= Ex-Wife (TV series) =

Ex-Wife (Бывшая жена; Byvshaya zhena) is a 2013 Russian television series whose lead character, Natasha, played by Nelli Uvarova, works in a government department that seeks to collect unpaid alimony. The bailiffs of the office pursue deadbeat fathers (there's no example of a woman owing alimony) in a Russian city. In the first episode, Natasha quits a singing gig in order to join the department as an intern, and hopes to collect from her own ex-husband.
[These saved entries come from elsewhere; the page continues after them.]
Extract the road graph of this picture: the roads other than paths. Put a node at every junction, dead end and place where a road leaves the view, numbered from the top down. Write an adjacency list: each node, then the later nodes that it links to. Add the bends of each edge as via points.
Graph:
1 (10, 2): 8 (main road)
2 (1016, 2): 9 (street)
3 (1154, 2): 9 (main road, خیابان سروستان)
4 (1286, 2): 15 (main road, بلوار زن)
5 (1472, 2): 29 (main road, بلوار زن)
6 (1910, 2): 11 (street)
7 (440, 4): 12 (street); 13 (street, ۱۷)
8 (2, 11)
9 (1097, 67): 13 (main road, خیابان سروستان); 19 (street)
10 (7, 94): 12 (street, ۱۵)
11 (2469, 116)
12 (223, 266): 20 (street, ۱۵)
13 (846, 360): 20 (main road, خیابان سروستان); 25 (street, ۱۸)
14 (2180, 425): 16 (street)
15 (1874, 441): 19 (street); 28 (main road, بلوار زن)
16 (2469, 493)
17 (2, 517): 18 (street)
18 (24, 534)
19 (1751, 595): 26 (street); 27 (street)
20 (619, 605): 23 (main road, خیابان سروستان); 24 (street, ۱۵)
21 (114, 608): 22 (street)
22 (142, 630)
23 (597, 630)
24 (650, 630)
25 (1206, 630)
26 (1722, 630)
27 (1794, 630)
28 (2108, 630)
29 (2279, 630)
Real-life tough guy (a mixed martial artist) Oleg Taktarov plays as Natasha's protective boss.

In a review of Russian television shows, The Verge called it "most inventive twist on a cop show".
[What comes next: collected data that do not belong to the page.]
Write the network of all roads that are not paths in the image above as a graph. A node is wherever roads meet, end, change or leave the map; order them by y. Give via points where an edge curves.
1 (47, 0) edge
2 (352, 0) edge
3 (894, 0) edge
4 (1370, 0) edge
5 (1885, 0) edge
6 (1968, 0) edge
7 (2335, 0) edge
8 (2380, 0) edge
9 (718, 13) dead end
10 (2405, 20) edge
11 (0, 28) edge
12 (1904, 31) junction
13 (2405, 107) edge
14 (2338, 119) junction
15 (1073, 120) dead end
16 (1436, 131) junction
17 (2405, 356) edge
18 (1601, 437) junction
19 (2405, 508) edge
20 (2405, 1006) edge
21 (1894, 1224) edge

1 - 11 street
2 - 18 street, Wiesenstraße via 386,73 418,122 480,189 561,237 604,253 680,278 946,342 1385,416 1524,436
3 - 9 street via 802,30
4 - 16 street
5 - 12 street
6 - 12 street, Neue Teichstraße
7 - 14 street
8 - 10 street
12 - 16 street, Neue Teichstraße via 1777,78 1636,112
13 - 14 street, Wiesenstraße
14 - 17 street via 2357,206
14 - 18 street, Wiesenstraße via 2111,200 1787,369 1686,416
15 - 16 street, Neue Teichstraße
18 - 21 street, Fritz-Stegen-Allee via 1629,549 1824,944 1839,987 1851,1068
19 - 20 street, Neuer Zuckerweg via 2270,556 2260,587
It has twelve episodes in its single season.

==Cast==
Characters include:
- Natalia (Natasha) Sergeyevna Melnik, played by Nelli Uvarova
- Victor Mikhailovich Lukin, Natasha's boss, played by Oleg Taktarov
- Kirill Valentinovich Popov, Natasha's ex-husband, played by Yuriy Baturin
- Galina Borisovna, Natasha's friend who hired her into the department, played by Viktoriya Fisher
- co-worker Anzhela Kislevskaia, played by Kristina Babushkina
- internet-savvy student co-worker Piotr (Petya) Smyslov, played by Grigoriy Kalinin
- Danila, Natasha's son, played by Sasha Drobitko

It is a Russian World Series / Russian Golden Series production.